When Murali Vijay nicked one behind off Morne Morkel, it seemed like another Indian batting collapse was on its way. At 24 for 2, in walked Virat Kohli, the man touted to be the next Tendulkar. What followed thereafter was a terrific century which not only kept India on an even kneel at the end of day one, but also showed the why Virat Kohli stands out amongst the rest in this much revered Indian batting lineup.
Before the South Africa tour began, there was a lot of talk in the media about how the two Test series would be a litmus test for the young Indian batting linuep. With hostile conditions and an even hostile bowling attack to deal with, Indian batsmen were in for a real challenge, unlike all those they had faced for the last year and a half on flat tracks back home.
Soon after MS Dhoni chose to bat on a relatively slowish pitch that had an even covering of grass, India found themselves in a spot of bother at 24 for two. Virat Kohli walked out to bat, and along with Cheteshwar Pujara, began to put Indian back on track.
Kohli looked unflustered from ball one. As Dale Steyn and co kept chipping away around the off stump region, Kohli kept leaving deliveries confidently. He curbed his natural aggressive instinct and avoided poking his bat at the good deliveries, even if that meant that the scoring rate remained below three. He didn’t offer a shot to first 16 out of the 28 deliveries he faced. Out of the 181 deliveries Kohli faced, he left 61 of them.
One key to batting in overseas conditions is the ability to put away the loose deliveries whenever they are on offer, which is also what made Dravid and Tendulkar stand out. Kohli did that brilliantly. It didn’t matter to Kohli if it was Steyn, Morkel or Philander. If the ball was in his area, Kohli was ready to put it away. It was a game of chess out there between Kohli and the South African bowlers. It was about who lost his patience first, and for most parts of the day, it was the South African bowlers, who bowled one short outside off stump or on the pads every once in a while, and allowed Kohli to release the pressure.
Kohli was particularly severe on Imran Tahir. Whenever Tahir pitched one short, Kohli was quick to rock back and pulled it away, even if it was the last over before lunch. Another aspect of Kohli which stood out was his foot work. While M Vijay and Rohit Sharma got out offering little footwork, Kohli looked assured. He was quick to judge the length - which essential to scoring runs in South Africa - and was either completely front or back. Whenever Philander provided width outside off, Kohli was quick to go on the backfoot and cut it away for a four. His authoritative pull of Steyn was a fine demonstration of Kohli’s quick judgment of the length of a delivery. Kohli didn’t get too many short deliveries after that shot.
Kohli hit 18 boundaries in total on his way to a chance less 119. Barring the over of Kallis where Kohli lost his concentration and eventually his wicket, there was hardly any glitch in his innings. South Africa’s bowling coach Alan Donald said in the press-conference that Kohli showed great discipline and responsibility and reminded him of Sachin Tendulkar of India’s 1996 tour of South Africa.

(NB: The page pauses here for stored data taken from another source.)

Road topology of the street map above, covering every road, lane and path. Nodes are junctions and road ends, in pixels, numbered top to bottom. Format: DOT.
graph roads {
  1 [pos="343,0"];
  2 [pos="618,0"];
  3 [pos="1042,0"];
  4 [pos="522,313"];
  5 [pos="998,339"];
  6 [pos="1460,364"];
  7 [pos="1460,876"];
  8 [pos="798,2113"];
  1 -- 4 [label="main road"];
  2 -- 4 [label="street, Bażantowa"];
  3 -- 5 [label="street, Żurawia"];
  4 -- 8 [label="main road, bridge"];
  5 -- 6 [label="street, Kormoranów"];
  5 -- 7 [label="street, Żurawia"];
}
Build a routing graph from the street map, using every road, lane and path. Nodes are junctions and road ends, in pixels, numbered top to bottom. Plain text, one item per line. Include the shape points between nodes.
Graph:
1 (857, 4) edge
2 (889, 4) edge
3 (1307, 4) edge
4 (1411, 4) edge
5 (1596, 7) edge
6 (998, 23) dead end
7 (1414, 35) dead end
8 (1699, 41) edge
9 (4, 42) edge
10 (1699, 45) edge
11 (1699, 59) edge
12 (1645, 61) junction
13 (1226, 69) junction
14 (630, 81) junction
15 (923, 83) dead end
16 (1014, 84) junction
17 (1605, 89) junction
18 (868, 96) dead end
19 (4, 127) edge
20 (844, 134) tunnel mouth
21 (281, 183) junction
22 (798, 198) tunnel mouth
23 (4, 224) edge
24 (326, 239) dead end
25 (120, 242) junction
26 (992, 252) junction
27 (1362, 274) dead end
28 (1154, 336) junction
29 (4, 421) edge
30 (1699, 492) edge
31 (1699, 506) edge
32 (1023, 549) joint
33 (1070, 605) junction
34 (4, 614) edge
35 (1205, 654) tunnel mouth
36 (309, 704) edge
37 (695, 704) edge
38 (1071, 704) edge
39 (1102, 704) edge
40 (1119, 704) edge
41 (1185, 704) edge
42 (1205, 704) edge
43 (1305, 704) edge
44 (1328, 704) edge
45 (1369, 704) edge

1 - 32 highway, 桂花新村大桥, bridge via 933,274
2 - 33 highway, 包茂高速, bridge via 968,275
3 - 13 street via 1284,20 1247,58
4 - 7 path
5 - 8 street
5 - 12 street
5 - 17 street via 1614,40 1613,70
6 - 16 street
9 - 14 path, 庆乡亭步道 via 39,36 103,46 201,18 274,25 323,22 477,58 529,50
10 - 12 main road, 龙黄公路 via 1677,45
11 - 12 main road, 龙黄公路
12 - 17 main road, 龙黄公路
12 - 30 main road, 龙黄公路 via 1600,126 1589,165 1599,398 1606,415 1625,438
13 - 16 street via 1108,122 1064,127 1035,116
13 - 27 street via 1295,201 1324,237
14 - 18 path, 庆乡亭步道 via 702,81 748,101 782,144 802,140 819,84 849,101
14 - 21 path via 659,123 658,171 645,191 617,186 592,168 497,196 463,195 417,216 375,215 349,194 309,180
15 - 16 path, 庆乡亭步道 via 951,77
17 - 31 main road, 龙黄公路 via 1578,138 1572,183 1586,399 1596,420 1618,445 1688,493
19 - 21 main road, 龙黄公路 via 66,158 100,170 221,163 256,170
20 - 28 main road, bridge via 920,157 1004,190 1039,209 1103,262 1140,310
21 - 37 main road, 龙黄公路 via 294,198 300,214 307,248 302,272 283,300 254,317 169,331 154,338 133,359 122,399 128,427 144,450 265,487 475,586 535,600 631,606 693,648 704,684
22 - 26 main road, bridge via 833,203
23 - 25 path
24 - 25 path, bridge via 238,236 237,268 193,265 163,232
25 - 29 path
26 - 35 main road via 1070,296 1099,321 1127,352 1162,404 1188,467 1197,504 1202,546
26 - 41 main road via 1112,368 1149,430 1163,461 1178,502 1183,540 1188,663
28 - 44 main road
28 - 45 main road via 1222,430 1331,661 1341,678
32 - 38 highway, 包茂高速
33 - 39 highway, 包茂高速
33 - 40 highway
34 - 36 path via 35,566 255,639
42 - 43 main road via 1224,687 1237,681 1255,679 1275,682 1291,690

Kohli’s hundred not only showed that India can compete in South Africa, but also proved that this Indian batting sensation isn’t a flat track bully. Scoring a ton in South Africa isn’t a mean achievement, something which even VVS Laxman and Sourav Ganguly didn’t achieve during their careers. Kohli has done this in his first Test in the Rainbow nation, and his century celebration showed what this hundred meant to him personally.
India still has a long way to go in this Test match. But this innings by Kohlii will go a long way to prove that India’s number four spot in Tests is in very safe hands.